### Task directions
Tally every line below where "banner" appears, then report the total alone.

── Extracted entries

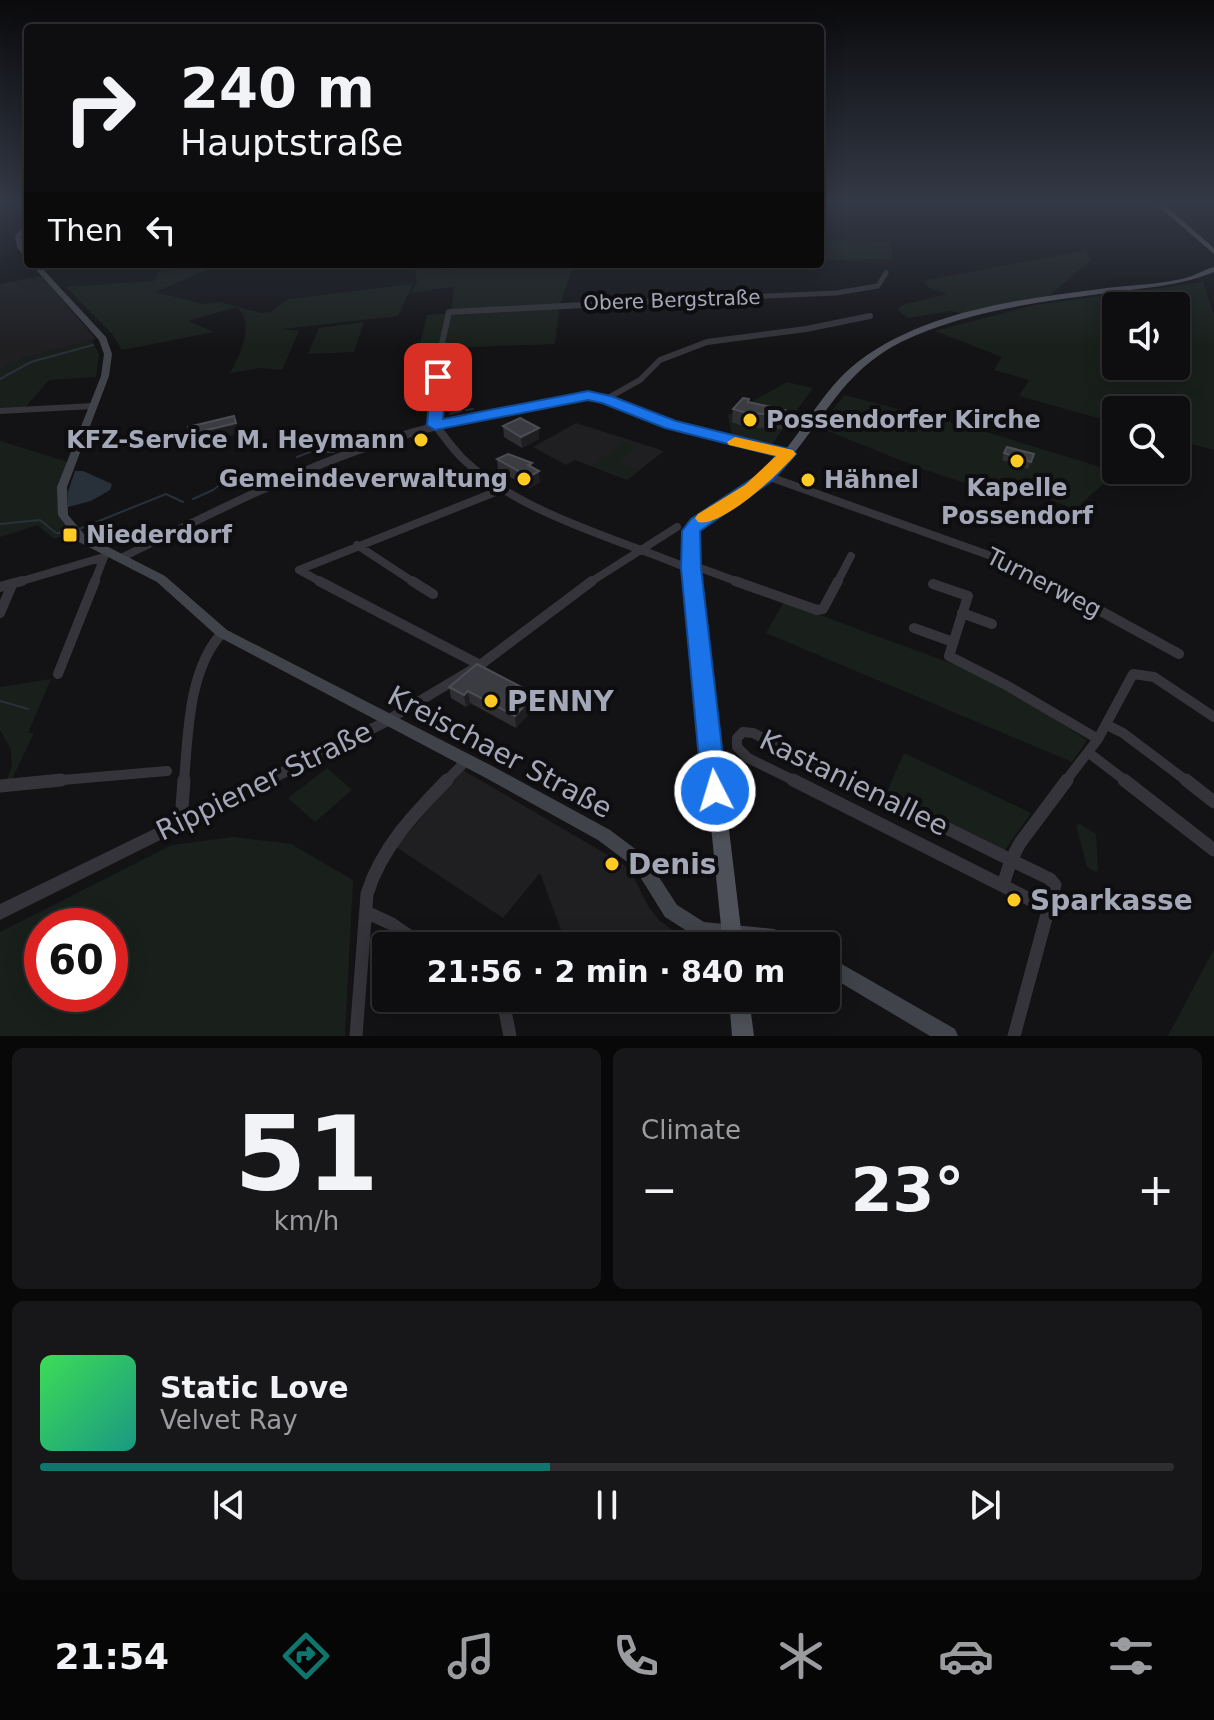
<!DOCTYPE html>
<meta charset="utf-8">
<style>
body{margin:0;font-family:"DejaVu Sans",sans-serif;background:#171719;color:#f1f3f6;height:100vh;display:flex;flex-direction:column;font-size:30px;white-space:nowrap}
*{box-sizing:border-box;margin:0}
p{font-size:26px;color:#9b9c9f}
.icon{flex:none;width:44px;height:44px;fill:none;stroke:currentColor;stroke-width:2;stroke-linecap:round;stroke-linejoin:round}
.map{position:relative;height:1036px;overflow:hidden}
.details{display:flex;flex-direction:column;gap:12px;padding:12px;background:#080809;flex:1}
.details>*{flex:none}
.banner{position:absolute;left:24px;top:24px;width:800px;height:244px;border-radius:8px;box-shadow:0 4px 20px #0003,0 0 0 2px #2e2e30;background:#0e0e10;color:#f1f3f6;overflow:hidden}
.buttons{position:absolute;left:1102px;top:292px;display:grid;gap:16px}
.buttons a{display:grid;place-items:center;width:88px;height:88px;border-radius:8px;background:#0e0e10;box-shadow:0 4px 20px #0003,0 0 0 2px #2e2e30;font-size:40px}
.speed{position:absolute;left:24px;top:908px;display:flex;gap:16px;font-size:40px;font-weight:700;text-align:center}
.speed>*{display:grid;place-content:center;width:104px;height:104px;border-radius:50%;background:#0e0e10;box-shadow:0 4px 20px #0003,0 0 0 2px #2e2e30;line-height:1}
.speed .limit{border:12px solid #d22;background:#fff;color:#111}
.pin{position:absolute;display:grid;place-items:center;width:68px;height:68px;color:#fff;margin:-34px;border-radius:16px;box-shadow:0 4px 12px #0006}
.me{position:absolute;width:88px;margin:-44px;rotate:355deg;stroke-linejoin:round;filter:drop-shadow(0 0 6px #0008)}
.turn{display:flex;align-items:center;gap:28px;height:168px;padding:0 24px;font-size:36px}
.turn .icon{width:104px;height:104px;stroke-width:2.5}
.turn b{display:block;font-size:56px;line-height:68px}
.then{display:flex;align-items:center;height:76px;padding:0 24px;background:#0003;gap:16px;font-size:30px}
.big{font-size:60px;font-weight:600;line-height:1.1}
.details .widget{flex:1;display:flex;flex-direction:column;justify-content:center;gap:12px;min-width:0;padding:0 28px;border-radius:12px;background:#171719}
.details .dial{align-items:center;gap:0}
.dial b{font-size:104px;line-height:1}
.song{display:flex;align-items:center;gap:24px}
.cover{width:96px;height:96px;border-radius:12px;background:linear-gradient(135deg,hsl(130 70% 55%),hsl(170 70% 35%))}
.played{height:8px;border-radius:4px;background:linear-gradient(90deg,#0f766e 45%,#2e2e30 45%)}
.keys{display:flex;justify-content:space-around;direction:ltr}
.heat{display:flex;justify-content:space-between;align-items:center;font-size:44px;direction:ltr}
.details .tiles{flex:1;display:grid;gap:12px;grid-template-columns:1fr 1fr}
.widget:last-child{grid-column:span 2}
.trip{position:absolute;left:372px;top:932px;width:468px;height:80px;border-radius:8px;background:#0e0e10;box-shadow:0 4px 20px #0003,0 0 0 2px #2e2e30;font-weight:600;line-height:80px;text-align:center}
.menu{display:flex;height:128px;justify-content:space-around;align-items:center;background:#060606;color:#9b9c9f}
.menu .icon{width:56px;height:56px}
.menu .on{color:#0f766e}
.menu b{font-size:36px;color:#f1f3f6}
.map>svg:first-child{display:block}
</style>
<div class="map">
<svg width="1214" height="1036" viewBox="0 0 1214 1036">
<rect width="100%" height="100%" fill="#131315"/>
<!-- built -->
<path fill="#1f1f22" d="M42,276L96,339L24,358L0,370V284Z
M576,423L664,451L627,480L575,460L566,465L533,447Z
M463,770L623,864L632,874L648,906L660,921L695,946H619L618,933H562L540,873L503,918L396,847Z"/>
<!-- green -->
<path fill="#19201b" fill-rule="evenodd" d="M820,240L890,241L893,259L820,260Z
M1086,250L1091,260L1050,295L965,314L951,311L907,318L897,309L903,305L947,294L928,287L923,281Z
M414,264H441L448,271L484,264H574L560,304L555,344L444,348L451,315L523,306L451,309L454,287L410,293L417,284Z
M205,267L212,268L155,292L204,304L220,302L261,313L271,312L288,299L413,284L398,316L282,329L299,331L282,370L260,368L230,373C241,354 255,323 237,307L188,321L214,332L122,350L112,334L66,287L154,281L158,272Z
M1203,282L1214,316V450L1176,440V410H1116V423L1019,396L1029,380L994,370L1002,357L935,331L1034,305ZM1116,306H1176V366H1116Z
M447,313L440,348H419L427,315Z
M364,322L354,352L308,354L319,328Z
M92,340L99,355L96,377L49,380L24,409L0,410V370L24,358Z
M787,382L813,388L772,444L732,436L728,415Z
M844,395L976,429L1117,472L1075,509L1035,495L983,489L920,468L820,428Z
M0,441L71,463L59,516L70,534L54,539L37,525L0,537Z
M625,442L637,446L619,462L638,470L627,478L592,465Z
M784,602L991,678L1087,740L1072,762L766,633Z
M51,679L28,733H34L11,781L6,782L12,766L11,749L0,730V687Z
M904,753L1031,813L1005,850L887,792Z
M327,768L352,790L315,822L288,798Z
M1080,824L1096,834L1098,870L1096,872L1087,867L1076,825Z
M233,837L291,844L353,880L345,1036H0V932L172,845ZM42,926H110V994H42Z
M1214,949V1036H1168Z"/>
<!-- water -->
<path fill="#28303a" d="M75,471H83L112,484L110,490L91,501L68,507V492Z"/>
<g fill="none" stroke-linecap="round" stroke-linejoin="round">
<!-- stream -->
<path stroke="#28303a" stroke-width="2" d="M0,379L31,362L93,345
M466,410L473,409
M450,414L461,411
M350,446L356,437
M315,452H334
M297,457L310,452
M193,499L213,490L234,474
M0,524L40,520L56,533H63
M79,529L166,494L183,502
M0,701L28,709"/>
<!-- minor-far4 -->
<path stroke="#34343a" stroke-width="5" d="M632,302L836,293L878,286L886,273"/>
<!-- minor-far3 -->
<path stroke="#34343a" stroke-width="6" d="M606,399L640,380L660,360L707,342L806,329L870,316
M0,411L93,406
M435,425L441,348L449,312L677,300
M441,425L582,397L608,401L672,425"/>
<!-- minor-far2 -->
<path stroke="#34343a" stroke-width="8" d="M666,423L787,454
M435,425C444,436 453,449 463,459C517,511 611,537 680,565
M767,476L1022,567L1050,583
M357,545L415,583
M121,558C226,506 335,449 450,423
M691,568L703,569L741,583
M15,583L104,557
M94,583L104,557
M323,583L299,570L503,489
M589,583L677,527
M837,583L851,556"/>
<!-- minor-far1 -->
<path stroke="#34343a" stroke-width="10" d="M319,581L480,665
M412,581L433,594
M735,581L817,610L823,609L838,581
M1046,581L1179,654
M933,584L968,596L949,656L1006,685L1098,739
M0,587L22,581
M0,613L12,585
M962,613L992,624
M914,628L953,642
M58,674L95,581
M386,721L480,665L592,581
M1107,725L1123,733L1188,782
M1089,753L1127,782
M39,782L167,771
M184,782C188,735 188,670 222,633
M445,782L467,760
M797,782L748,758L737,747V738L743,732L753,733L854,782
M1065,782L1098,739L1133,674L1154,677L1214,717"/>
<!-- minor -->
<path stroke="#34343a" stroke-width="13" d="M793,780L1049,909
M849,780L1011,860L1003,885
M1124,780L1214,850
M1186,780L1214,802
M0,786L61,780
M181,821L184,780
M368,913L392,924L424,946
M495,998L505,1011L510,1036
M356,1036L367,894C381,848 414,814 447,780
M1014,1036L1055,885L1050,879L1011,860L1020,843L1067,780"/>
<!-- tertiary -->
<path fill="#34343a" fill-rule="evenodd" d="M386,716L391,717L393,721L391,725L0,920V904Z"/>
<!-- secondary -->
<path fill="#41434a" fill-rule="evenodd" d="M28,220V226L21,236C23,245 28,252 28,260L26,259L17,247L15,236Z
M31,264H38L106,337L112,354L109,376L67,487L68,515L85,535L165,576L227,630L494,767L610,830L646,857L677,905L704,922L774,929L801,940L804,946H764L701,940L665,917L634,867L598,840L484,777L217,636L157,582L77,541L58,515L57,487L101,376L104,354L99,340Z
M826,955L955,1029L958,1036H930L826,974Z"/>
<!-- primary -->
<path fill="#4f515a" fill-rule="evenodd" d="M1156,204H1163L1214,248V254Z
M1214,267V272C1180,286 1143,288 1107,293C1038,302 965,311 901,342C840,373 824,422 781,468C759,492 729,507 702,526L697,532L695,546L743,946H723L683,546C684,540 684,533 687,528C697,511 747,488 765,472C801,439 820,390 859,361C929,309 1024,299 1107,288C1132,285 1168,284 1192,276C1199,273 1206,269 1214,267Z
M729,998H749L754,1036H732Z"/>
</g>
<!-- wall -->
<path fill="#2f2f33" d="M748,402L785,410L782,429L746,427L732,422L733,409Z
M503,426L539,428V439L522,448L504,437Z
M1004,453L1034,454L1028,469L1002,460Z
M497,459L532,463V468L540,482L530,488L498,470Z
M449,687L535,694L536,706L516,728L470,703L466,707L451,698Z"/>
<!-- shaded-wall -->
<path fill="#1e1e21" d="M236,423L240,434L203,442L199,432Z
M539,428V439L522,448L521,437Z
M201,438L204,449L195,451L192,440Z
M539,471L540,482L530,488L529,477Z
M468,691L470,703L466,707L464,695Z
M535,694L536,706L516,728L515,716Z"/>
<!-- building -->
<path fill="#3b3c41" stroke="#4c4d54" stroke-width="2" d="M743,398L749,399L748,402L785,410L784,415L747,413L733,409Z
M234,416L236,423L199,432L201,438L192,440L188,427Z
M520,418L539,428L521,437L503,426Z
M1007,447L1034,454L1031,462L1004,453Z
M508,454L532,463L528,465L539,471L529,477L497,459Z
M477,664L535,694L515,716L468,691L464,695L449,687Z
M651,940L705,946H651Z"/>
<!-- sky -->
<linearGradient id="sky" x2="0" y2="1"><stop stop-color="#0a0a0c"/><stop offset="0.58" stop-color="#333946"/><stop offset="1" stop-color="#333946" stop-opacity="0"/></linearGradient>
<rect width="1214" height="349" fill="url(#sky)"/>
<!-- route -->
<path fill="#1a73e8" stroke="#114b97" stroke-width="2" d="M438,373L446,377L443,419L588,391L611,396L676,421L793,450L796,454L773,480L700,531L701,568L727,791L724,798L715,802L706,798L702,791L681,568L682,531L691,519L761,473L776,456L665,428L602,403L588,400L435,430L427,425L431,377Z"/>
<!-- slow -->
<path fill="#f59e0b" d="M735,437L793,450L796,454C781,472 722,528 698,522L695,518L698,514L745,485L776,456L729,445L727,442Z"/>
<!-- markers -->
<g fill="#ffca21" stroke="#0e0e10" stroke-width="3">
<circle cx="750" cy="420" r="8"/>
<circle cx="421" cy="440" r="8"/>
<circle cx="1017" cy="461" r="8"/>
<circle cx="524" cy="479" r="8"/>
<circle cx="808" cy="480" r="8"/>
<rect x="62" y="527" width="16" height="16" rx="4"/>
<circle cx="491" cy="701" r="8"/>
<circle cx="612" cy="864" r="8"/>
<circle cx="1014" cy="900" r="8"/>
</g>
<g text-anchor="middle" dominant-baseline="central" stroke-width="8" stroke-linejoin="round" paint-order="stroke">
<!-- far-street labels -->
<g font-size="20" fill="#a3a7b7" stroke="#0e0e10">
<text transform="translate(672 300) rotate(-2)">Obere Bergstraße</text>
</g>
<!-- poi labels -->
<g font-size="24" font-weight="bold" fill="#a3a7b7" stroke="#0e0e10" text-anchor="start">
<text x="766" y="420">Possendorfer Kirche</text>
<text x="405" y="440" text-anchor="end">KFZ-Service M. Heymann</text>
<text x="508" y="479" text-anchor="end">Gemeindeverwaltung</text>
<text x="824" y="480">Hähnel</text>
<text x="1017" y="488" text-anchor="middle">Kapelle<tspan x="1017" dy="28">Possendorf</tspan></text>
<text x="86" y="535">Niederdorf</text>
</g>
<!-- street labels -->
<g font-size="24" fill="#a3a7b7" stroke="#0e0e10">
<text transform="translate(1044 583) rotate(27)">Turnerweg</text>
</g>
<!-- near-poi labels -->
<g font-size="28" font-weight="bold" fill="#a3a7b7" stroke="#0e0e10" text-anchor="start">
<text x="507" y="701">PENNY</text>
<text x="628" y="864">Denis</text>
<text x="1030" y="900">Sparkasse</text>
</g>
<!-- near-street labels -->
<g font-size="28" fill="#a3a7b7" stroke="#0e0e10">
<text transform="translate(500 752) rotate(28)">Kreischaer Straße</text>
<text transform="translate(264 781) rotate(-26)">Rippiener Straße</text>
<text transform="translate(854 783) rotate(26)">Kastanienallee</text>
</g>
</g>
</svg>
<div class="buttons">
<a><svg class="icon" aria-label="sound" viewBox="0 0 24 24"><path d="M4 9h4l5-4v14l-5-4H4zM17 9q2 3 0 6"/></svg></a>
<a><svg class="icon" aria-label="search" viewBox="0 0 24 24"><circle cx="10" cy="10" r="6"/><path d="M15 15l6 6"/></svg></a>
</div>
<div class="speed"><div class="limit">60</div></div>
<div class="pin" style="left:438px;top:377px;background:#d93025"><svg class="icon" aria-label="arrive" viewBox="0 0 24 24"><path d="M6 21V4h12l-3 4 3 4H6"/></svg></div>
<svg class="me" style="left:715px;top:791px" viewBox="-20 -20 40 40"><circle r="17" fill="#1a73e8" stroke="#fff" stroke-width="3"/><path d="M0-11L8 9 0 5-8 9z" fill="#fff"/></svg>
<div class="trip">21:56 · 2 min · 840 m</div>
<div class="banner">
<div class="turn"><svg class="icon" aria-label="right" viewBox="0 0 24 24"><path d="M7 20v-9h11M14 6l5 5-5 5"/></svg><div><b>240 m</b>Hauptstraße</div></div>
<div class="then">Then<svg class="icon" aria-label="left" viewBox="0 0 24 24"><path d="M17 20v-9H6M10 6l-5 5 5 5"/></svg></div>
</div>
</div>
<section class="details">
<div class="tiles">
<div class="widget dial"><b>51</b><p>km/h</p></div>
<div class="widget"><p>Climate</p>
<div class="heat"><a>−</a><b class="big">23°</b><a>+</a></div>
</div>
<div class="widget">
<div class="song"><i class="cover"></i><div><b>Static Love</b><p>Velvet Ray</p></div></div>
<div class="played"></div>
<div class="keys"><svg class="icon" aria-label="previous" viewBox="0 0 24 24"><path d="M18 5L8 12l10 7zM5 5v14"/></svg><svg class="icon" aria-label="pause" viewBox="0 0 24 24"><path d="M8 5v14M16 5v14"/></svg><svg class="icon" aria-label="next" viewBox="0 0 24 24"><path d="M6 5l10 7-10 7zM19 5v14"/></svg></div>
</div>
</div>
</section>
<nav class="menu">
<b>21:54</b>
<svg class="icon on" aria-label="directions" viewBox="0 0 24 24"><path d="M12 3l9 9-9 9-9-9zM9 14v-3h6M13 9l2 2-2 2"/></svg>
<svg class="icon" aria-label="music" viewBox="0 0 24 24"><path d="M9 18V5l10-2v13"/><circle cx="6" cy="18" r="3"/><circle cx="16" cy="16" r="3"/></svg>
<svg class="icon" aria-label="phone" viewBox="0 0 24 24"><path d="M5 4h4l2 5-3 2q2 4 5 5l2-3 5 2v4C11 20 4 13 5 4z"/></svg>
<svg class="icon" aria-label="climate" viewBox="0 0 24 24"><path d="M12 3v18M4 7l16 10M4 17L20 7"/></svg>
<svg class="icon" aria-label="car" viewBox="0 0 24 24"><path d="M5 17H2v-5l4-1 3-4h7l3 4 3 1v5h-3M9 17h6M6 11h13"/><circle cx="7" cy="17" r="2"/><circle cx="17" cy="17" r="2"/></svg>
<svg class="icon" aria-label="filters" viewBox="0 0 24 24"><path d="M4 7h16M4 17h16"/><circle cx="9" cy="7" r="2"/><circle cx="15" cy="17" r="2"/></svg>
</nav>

────

### Answer below
2